Tomei o primeiro contacto com ela em 2011. Era ainda recente no Geocaching e desconhecia que este hobby pudesse levar-nos a locais mágicos, isolados, verdadeiros museus ao ar livre, testemunhos de um passado que não volta. Foi a iniciativa dos prémios GPS da década que me alertou para a aldeia de Broas.
Depois, por ser longe de mim, caiu no esquecimento.

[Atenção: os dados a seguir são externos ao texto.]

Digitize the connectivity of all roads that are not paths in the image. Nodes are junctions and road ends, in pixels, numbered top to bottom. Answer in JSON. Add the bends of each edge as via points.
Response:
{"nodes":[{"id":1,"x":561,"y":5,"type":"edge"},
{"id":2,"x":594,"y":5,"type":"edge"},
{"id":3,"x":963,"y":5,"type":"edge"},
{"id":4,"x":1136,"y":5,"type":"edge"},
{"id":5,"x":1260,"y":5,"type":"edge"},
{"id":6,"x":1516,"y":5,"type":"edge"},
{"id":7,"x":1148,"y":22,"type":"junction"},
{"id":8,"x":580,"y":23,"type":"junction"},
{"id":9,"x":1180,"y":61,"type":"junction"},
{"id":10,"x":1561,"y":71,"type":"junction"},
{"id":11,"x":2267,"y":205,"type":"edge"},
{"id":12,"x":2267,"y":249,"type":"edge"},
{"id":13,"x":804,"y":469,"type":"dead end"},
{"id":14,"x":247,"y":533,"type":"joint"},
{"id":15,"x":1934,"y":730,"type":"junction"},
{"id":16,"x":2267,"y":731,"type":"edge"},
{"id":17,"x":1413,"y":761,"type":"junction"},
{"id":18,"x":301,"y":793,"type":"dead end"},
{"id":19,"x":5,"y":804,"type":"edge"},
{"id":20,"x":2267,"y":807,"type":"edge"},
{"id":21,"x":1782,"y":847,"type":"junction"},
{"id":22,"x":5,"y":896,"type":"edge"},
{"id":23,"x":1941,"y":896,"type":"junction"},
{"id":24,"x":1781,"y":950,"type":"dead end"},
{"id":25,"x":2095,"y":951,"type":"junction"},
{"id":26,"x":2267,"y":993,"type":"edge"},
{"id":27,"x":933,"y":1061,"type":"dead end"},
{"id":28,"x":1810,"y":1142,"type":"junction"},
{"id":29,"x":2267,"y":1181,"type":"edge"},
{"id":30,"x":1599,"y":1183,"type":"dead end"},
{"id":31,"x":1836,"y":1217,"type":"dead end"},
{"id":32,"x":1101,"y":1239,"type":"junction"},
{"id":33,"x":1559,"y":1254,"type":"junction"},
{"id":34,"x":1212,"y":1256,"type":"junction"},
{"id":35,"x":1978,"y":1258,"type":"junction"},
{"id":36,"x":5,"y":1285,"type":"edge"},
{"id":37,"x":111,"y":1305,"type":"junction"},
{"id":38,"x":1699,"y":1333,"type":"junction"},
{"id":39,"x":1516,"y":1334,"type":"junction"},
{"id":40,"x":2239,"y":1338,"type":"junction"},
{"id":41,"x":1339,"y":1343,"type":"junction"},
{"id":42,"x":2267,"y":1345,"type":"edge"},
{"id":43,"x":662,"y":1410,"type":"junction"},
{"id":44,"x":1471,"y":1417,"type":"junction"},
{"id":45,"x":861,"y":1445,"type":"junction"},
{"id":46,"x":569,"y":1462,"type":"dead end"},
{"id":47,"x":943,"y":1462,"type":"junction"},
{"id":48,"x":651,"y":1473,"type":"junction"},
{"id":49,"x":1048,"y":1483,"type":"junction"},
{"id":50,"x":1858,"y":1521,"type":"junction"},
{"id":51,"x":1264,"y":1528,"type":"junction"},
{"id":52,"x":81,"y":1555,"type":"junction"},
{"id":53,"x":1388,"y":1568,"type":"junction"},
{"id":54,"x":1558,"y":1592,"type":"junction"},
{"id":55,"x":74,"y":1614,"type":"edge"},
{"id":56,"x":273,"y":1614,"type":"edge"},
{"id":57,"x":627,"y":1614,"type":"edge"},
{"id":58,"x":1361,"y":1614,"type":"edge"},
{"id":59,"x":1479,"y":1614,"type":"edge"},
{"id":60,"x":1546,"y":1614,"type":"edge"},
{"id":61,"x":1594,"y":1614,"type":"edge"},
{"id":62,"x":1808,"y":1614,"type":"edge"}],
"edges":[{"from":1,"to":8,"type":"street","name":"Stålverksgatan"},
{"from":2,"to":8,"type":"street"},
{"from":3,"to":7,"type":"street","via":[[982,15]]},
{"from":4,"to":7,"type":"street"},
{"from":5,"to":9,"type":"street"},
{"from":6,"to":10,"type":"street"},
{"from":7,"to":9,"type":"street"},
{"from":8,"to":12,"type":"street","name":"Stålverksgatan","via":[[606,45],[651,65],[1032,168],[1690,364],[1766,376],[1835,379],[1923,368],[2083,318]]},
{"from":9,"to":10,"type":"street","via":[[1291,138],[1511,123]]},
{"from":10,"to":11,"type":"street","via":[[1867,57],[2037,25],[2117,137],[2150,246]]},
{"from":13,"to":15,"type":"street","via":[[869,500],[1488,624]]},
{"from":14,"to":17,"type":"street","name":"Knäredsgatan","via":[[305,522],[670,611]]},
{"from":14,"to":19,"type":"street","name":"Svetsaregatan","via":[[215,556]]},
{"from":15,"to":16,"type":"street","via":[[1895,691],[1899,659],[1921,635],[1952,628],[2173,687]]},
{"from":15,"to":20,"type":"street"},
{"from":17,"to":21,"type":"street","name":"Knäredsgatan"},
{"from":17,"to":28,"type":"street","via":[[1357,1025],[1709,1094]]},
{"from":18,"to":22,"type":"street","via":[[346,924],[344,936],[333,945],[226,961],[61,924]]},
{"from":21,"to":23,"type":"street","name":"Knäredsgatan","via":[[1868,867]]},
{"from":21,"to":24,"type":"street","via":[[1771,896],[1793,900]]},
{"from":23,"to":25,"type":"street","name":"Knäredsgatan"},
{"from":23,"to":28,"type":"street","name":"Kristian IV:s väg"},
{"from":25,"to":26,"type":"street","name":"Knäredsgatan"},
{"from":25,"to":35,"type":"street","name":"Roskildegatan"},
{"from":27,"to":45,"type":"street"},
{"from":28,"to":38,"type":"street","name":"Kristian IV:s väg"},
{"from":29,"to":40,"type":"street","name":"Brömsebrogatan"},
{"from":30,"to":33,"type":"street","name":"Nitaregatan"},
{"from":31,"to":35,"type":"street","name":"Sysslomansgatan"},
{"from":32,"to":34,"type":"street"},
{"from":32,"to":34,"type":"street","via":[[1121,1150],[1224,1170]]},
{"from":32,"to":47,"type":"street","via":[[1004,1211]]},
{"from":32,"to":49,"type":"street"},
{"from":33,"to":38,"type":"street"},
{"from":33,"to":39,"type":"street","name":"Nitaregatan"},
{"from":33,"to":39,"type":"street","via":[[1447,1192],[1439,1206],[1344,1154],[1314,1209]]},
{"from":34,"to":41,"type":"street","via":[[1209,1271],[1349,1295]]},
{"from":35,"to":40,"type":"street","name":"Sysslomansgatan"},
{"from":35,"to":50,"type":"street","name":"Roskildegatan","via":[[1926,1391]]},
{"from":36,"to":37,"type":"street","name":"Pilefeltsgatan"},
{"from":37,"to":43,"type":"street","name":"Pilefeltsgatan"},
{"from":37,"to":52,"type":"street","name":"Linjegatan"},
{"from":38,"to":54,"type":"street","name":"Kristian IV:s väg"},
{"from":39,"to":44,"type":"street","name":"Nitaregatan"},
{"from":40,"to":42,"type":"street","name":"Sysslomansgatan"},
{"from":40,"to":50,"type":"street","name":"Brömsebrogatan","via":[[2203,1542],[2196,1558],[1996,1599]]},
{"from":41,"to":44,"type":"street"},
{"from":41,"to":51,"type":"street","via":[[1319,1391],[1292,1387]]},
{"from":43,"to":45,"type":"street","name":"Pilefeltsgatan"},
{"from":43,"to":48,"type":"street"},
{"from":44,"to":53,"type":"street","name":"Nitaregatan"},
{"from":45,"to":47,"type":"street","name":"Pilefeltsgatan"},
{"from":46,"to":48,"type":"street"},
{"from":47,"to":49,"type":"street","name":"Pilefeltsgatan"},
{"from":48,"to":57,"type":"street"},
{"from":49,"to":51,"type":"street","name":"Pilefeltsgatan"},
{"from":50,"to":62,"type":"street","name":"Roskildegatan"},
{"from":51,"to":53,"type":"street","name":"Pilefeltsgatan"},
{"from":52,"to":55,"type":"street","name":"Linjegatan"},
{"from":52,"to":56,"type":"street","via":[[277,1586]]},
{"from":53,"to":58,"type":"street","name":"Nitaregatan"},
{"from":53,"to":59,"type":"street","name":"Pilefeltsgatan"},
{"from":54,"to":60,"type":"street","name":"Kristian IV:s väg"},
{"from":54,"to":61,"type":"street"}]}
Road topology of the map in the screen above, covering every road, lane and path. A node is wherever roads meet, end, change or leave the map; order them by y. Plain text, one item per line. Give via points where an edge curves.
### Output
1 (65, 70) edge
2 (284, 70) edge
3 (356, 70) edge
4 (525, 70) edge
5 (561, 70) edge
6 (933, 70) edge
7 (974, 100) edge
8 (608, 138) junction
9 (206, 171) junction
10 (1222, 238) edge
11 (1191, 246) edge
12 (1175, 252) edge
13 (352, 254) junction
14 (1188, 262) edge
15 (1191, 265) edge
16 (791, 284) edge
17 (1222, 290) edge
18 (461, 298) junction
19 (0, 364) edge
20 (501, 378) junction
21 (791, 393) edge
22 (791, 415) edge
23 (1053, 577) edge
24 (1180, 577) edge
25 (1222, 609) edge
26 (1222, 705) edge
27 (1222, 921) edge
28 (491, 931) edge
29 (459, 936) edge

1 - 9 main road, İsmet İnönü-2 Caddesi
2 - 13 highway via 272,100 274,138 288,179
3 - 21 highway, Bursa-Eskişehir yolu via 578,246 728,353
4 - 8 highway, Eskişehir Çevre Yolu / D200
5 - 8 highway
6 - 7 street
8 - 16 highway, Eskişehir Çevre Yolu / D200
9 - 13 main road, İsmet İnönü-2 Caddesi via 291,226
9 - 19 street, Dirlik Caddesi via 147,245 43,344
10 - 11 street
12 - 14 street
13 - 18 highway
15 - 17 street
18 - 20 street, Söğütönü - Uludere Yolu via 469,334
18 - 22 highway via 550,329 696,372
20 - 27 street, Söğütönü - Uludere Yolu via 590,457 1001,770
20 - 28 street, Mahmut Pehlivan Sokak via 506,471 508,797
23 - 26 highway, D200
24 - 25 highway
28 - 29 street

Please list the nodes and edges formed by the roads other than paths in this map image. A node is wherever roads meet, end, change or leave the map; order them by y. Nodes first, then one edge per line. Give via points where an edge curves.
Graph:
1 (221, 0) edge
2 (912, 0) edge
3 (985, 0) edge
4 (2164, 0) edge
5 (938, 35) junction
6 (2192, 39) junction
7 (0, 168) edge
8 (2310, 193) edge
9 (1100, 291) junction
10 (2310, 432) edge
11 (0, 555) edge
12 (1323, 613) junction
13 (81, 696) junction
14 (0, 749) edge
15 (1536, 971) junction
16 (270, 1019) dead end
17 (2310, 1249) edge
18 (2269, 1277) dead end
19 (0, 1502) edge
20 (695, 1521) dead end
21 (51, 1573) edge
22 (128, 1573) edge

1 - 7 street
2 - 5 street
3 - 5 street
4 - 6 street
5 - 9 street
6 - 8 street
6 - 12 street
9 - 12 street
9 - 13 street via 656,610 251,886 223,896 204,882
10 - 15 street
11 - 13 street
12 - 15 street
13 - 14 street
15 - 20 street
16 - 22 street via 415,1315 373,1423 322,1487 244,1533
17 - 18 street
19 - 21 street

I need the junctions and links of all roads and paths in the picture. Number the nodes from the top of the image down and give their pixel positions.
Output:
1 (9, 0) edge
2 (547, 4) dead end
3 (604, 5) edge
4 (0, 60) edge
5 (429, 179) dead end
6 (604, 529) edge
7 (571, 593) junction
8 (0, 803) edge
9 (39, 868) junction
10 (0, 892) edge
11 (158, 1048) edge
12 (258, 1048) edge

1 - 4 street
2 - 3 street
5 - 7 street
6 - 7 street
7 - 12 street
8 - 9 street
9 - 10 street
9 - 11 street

A segunda etapa deu-se na véspera da minha visita.
Ia eu de comboio até Tomar (destino ultimo: Soltaria), a folhear virtualmente a GeoMag, quando me deparei com um artigo da Lusitana Paixão. Pequeno, conciso e, no entanto, tocante. Aquela aldeia, tão bem descrita por palavras e imagens, chamava. E até íamos para próximo dela.
Comentei com a GS que gostava de lá ir, um dia.

Eis então que acordei em Tomar. Destino último: Soltaria. Seguimos, e fomos recebidos numa aldeia do século XXI, com aldeões do mais simpático, e umas caras de bacalhau deliciosas para o almoço.

Após o almoço, decidimos confiar nos tais aldeões - CT27 e Team Pika7 - para nos levarem a uma voltinha pelas melhores caches das redondezas.
Esta não foi a primeira, mas quase.
Senti-me quase que raptado, pois o cachemobile dos CT27 ainda rolou alguns quilómetros de estrada até chegar a um tal "acesso".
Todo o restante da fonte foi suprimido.